Each line with the word "setLineDash" must appear in the answer, copied from the records.

Collected data:
---*---

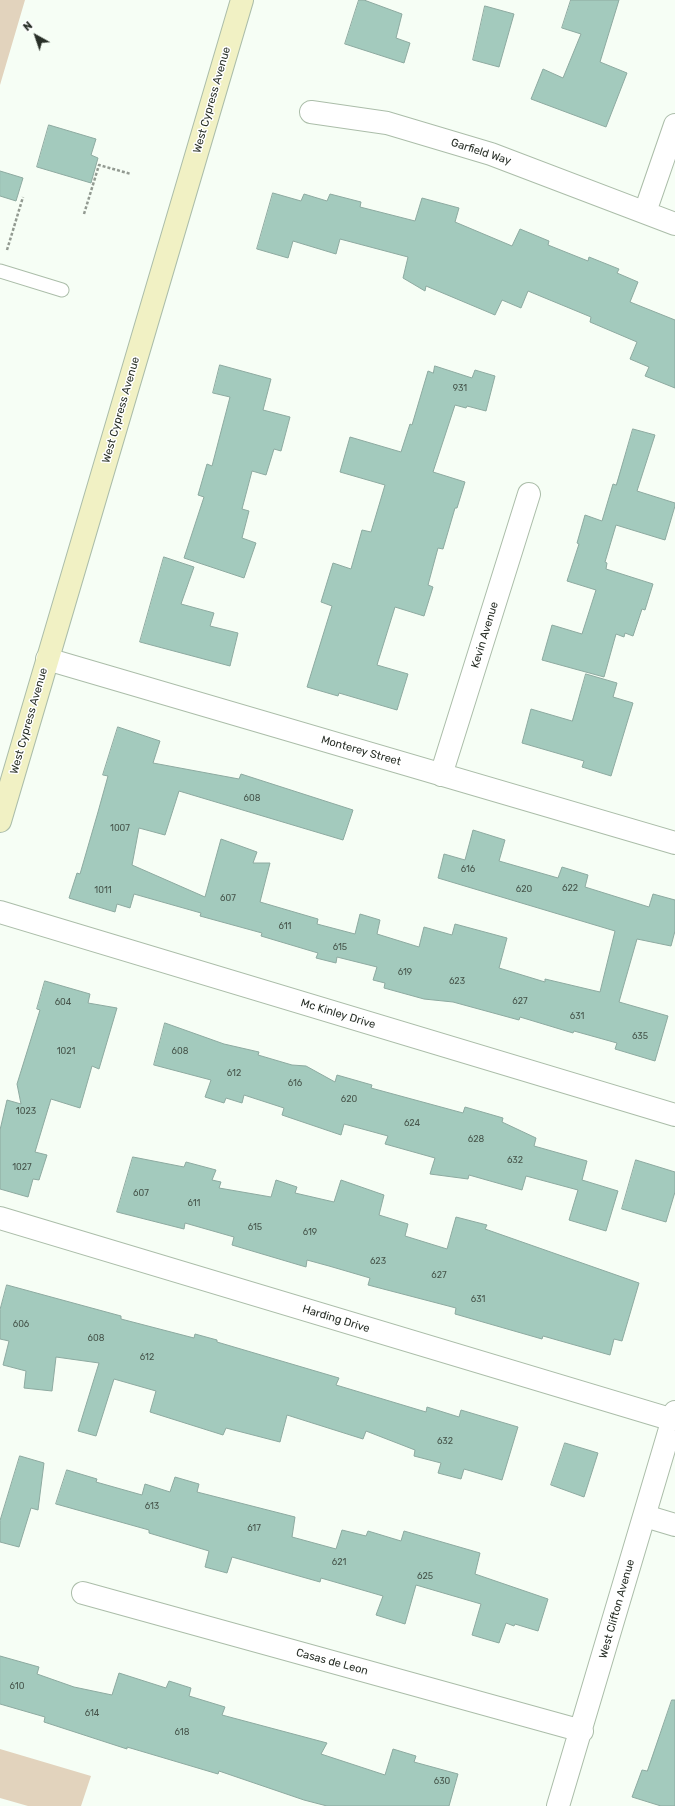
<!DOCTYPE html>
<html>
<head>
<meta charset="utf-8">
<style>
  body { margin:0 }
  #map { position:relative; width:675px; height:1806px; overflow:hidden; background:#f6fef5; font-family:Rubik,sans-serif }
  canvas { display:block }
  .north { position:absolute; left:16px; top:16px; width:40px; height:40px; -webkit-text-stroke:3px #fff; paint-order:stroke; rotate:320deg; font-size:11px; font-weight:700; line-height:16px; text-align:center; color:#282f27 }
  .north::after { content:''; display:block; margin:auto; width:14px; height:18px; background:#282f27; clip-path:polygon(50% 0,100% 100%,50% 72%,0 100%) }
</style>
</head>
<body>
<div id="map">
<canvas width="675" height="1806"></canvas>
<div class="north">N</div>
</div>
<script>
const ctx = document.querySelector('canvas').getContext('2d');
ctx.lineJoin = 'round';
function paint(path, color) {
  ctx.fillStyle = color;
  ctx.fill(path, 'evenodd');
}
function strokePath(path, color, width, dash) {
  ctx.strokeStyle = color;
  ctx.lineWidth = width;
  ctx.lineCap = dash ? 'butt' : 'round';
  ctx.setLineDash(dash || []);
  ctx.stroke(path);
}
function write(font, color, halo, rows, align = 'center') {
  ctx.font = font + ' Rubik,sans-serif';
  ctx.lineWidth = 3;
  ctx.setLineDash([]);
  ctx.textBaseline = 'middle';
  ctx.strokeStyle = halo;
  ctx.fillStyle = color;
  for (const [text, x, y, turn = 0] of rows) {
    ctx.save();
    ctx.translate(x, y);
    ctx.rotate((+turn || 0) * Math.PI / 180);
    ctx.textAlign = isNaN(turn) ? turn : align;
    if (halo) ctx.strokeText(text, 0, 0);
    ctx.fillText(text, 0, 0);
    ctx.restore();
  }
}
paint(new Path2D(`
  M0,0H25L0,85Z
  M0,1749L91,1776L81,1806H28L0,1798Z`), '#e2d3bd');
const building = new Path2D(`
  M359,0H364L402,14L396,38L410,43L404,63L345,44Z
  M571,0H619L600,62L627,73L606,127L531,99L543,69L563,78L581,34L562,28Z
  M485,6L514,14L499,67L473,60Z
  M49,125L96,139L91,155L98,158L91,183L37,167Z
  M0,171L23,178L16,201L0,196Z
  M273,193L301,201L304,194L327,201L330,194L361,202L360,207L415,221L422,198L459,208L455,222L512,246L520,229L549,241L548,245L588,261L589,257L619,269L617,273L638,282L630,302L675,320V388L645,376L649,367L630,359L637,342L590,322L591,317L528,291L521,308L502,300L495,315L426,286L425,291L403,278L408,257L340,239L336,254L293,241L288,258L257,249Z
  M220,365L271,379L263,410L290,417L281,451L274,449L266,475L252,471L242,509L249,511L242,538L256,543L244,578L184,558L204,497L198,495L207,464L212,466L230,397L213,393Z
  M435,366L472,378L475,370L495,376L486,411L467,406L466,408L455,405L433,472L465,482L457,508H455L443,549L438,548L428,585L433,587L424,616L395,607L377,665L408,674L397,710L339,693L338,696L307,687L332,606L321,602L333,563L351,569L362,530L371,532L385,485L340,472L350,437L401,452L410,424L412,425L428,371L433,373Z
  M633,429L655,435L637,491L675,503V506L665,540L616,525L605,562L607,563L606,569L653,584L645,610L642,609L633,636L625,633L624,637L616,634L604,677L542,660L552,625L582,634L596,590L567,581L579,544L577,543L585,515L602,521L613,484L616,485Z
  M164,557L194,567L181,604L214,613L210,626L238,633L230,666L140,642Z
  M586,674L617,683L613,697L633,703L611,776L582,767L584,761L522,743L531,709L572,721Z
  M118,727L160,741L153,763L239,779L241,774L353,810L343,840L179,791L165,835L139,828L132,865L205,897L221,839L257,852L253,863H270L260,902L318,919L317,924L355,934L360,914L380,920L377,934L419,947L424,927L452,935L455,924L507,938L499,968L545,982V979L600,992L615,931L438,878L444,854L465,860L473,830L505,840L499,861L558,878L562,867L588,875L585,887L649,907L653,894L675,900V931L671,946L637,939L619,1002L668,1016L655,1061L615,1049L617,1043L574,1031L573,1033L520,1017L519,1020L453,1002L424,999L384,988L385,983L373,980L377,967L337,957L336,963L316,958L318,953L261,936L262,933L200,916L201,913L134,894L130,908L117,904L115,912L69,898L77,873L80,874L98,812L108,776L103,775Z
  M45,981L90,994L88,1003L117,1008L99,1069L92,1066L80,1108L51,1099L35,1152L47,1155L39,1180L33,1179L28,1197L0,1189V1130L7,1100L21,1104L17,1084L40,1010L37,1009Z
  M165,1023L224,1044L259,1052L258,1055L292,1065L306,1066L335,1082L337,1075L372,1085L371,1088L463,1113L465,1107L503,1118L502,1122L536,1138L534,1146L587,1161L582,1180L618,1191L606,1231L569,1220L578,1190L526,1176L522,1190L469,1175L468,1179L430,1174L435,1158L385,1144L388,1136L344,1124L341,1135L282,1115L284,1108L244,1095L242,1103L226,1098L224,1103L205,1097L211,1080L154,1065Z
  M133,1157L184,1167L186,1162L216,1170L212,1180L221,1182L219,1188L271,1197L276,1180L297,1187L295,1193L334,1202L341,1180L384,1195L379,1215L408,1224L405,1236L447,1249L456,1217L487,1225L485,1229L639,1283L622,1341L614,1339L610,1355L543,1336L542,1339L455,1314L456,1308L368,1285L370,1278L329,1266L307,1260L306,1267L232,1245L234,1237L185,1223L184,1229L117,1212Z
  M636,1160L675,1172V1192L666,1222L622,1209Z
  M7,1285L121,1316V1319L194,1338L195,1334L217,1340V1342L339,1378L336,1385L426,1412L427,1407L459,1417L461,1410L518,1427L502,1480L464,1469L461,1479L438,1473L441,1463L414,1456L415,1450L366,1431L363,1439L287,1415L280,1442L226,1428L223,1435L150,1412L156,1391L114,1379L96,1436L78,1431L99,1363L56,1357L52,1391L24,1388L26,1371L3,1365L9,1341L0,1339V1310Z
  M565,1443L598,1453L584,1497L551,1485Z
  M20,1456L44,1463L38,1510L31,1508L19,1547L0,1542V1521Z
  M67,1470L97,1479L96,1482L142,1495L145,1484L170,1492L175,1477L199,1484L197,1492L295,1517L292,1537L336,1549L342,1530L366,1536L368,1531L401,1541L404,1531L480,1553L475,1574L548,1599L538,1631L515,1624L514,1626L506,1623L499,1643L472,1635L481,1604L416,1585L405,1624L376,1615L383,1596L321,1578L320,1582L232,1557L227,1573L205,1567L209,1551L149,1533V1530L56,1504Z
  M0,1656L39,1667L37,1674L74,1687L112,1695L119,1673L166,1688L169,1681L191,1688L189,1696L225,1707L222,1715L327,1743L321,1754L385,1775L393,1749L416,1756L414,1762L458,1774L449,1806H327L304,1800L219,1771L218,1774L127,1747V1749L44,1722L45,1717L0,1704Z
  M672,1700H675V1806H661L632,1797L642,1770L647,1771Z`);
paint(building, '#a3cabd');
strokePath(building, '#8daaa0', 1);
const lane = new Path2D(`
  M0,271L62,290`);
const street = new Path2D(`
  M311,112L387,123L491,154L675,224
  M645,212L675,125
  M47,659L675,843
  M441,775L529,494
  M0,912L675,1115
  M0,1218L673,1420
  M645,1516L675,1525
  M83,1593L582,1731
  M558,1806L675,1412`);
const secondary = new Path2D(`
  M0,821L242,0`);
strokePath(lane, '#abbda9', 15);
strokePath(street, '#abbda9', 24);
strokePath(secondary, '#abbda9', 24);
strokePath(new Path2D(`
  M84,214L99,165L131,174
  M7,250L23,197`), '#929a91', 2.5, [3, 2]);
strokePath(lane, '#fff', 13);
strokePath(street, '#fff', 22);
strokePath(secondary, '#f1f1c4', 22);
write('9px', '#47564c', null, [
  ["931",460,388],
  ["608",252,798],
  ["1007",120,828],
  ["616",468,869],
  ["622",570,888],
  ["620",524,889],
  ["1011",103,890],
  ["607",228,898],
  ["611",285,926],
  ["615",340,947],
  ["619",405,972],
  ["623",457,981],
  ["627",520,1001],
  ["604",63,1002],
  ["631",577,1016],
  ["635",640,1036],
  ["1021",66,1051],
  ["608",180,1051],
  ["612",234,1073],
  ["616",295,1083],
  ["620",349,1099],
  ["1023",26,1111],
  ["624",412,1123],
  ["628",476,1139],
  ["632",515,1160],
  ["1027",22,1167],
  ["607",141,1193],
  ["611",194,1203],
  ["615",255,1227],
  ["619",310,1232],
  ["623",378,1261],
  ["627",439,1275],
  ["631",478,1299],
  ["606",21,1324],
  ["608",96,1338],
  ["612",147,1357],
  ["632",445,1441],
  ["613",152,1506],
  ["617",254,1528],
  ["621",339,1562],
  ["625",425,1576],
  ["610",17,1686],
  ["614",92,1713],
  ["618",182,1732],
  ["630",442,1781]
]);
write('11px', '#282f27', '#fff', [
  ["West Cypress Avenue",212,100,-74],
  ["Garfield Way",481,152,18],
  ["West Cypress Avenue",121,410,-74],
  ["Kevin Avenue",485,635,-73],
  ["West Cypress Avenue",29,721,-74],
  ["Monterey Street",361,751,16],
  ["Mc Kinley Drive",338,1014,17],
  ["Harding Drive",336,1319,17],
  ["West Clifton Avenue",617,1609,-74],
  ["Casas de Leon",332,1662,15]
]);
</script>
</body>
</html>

---*---

RESPONSE TO THIS TASK:
  ctx.setLineDash(dash || []);
  ctx.setLineDash([]);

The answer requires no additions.